おすし大好き/【吉澤嘉代子 エッセー連載】ルシファーの手紙 #4

 鮨が好きだ。世界中の食べもので一番好きかもしれない。海から獲れた有難き一切れを、酢飯で握って一口で味わう瞬間。もし毎日同じものを食べなくてはいけないとして、私は鮨を選ぶだろう。

 鮨好きと語りあうとき、訊きたいことが一つある。結婚するならどのネタか。この選択はかなり難しい。良いところだけではなく悪いところもひっくるめて契りを結ぶのが結婚だ。みんな大好き大トロはお金持ちだし人望もあるけれど、忙しくてなかなか家にいないだろう。エビは人当たりは良いけれどピョンピョンと跳ねて浮気するかもしれない。そんなふうに鮨についてあーでもないこーでもないと言う時間が楽しい。

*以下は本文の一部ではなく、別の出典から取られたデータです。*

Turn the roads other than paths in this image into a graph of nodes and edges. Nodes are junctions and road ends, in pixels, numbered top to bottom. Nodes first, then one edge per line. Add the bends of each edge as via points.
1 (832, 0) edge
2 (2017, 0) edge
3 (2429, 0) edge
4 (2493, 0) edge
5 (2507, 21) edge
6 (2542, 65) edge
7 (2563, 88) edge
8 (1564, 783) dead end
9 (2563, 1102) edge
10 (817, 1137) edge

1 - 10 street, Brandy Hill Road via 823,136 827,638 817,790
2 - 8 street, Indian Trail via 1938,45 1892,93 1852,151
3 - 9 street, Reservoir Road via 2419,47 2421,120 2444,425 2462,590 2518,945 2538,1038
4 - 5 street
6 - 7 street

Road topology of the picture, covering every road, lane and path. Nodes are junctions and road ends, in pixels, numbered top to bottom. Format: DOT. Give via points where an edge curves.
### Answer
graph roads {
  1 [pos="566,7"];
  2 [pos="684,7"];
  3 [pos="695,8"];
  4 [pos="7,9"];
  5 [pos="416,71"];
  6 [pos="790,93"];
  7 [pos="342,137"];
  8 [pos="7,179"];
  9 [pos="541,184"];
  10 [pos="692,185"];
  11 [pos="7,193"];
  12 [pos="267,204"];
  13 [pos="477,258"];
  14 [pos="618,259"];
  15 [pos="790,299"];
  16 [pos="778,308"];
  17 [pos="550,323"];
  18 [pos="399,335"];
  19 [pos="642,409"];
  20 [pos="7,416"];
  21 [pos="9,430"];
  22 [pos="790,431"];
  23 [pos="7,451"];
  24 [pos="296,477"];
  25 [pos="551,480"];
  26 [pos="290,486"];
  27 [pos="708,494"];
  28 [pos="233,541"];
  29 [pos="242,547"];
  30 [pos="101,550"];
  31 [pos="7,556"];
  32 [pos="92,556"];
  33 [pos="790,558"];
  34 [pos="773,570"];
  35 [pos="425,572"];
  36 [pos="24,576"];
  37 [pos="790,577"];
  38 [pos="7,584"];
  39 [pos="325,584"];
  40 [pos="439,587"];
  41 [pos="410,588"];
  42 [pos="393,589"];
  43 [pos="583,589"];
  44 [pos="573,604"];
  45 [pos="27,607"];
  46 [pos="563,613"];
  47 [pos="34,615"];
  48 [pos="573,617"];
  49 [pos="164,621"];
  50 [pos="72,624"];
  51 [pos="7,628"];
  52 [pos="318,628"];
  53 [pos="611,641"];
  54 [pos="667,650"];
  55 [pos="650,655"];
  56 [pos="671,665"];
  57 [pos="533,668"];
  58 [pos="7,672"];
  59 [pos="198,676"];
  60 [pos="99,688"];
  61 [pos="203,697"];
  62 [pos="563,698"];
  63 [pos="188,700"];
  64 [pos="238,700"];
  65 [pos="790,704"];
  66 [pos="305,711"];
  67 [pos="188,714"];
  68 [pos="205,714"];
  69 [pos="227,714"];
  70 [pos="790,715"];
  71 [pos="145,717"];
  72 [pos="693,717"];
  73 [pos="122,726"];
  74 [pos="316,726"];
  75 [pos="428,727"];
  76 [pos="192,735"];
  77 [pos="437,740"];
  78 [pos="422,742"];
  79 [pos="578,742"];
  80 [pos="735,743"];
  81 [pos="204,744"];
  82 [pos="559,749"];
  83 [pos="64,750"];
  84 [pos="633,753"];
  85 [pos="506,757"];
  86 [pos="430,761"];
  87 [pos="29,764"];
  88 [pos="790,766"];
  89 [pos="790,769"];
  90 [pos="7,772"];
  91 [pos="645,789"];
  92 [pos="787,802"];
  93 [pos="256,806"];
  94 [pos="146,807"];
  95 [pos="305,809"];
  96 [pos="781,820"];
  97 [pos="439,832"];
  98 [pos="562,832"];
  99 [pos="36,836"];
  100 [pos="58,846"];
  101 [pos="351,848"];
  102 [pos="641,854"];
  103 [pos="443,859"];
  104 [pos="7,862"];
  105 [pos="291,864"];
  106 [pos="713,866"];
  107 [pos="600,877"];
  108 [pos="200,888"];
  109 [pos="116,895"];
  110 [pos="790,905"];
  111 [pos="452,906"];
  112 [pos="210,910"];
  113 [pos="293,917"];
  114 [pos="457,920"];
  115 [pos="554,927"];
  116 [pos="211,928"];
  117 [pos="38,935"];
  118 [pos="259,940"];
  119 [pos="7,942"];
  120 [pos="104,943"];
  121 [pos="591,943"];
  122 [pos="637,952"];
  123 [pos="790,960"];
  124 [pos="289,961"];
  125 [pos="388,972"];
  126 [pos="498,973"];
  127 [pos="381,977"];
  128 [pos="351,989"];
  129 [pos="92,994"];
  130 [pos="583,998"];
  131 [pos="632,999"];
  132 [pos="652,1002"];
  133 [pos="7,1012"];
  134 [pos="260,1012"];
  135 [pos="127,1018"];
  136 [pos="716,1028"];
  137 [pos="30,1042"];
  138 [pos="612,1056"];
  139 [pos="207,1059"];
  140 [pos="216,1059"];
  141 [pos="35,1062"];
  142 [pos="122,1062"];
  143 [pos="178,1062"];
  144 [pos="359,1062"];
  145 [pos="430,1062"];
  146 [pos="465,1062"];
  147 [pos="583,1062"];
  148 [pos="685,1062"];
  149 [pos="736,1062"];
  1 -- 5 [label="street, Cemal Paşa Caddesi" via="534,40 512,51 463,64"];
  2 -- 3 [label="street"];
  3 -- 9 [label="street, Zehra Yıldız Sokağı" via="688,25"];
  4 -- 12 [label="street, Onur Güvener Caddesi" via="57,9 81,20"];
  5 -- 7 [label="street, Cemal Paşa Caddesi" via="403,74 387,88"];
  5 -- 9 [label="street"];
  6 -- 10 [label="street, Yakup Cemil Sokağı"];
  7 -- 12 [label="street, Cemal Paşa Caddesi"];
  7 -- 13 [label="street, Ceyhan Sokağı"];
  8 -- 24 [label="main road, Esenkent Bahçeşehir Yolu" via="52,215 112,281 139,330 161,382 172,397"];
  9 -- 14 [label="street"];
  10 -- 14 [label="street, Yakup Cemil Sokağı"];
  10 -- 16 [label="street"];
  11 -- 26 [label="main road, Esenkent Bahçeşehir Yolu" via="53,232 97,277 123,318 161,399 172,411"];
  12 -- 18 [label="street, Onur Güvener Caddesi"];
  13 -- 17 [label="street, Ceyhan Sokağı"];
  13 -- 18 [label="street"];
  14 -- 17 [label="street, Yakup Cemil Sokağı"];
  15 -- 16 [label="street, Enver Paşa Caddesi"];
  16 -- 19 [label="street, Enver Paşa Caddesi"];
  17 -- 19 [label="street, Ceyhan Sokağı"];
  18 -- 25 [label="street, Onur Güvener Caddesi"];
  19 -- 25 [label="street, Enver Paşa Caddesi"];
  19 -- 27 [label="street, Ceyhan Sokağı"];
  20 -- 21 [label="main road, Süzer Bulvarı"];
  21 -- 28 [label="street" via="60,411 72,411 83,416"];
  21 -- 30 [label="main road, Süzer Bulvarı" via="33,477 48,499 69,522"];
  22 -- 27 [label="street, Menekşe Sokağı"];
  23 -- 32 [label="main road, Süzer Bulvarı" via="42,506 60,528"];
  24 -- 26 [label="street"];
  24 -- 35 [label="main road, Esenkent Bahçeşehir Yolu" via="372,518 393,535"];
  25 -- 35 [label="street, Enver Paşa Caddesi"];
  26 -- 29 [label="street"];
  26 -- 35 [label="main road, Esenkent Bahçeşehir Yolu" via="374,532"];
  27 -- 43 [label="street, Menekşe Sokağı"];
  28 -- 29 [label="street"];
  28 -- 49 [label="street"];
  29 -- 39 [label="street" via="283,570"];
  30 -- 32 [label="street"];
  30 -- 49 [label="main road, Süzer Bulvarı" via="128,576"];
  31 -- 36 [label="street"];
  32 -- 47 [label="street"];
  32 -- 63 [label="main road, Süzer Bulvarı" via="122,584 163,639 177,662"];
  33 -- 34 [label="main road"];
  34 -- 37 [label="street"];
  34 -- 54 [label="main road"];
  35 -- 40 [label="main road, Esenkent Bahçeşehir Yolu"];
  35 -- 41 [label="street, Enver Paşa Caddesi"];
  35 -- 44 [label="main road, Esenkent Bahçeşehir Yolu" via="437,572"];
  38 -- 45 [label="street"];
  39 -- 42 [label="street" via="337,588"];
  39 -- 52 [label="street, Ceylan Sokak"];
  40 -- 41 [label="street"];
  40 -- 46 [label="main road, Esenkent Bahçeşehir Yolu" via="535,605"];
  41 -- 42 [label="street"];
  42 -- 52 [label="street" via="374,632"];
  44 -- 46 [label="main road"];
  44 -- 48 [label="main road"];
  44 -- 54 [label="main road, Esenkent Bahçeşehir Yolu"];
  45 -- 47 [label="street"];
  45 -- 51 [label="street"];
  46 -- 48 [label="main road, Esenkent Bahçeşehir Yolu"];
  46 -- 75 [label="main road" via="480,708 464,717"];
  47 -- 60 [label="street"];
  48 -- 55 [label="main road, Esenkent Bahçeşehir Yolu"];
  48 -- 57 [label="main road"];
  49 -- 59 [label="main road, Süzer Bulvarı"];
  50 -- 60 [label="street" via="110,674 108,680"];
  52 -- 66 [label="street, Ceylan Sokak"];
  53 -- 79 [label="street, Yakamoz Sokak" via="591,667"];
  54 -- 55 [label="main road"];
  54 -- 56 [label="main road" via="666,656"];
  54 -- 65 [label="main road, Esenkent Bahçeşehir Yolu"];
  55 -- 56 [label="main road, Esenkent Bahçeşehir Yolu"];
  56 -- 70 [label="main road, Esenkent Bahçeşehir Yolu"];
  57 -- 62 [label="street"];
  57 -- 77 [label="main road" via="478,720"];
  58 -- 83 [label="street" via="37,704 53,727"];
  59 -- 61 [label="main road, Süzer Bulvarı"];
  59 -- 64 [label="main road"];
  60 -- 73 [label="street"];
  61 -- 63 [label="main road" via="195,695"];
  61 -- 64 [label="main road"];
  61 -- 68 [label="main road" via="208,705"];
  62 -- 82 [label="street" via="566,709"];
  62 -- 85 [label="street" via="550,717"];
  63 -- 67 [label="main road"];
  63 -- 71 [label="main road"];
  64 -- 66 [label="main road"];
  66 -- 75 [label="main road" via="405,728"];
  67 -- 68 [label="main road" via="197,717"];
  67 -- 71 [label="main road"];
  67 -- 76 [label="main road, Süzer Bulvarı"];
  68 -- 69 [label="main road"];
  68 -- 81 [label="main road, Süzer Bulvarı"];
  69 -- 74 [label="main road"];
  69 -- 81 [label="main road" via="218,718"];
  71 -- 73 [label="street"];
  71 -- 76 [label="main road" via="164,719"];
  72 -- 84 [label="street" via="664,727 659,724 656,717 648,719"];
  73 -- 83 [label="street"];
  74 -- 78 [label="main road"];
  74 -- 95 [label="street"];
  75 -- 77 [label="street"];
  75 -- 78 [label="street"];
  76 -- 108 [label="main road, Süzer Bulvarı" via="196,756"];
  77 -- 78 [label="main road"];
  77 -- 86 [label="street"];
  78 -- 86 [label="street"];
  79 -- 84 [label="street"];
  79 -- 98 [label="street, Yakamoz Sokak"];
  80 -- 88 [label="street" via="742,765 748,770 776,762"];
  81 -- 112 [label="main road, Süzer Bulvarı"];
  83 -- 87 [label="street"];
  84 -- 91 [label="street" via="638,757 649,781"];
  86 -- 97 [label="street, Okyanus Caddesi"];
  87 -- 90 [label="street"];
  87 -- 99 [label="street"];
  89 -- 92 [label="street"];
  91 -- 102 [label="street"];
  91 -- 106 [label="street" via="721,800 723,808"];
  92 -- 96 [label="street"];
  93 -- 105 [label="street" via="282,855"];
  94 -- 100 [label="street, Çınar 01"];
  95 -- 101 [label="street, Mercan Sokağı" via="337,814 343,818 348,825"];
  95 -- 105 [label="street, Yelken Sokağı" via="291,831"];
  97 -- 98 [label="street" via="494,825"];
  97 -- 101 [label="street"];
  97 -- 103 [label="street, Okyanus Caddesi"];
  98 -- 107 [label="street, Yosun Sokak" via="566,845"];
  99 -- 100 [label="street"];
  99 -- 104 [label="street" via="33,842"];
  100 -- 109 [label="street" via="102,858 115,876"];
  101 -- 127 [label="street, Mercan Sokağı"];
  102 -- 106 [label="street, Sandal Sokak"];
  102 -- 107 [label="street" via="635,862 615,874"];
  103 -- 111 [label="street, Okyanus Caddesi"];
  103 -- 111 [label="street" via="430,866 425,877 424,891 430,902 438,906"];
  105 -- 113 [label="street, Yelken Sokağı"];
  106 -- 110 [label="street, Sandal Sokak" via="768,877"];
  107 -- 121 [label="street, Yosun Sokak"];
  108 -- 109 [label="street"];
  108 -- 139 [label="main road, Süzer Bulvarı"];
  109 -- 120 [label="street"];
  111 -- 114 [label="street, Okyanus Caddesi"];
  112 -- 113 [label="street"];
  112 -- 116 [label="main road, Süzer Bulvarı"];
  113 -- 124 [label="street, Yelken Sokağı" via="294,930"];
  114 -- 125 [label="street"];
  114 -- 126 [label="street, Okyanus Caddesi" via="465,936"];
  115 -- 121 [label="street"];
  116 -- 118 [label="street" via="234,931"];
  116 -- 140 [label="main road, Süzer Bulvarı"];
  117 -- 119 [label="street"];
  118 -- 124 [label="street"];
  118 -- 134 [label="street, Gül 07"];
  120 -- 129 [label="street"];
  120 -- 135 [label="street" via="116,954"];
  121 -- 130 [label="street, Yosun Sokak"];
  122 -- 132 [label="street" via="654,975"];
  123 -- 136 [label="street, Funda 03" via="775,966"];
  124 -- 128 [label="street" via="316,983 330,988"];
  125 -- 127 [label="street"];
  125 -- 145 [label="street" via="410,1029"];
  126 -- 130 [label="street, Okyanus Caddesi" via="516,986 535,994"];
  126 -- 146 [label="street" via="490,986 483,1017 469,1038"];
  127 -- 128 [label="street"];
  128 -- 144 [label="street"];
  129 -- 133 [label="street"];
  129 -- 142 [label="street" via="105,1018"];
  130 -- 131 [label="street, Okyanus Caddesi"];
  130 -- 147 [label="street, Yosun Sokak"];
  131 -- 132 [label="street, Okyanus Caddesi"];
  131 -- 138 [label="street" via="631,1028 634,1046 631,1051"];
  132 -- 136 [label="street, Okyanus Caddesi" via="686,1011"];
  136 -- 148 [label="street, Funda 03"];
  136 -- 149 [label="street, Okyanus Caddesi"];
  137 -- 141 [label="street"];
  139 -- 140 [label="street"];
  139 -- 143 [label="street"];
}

 斯くいう私はカワハギの肝のせを推したい。クセが無く上品な人柄。さっぱりした身の割に肝が据わっている。小葱や紅葉おろしなど薬味まで用意していて気配りがある。カワハギの肝のせとなら、病める時も健やかなる時も添い遂げられる気がする。滅多に出会えないのだけが残念ではあるが。

「そら、もひとつ、いいかね」 母親は、また手品師のように、手をうら返しにして見せた後、飯を握り、蠅帳から具の一片れを取りだして押しつ…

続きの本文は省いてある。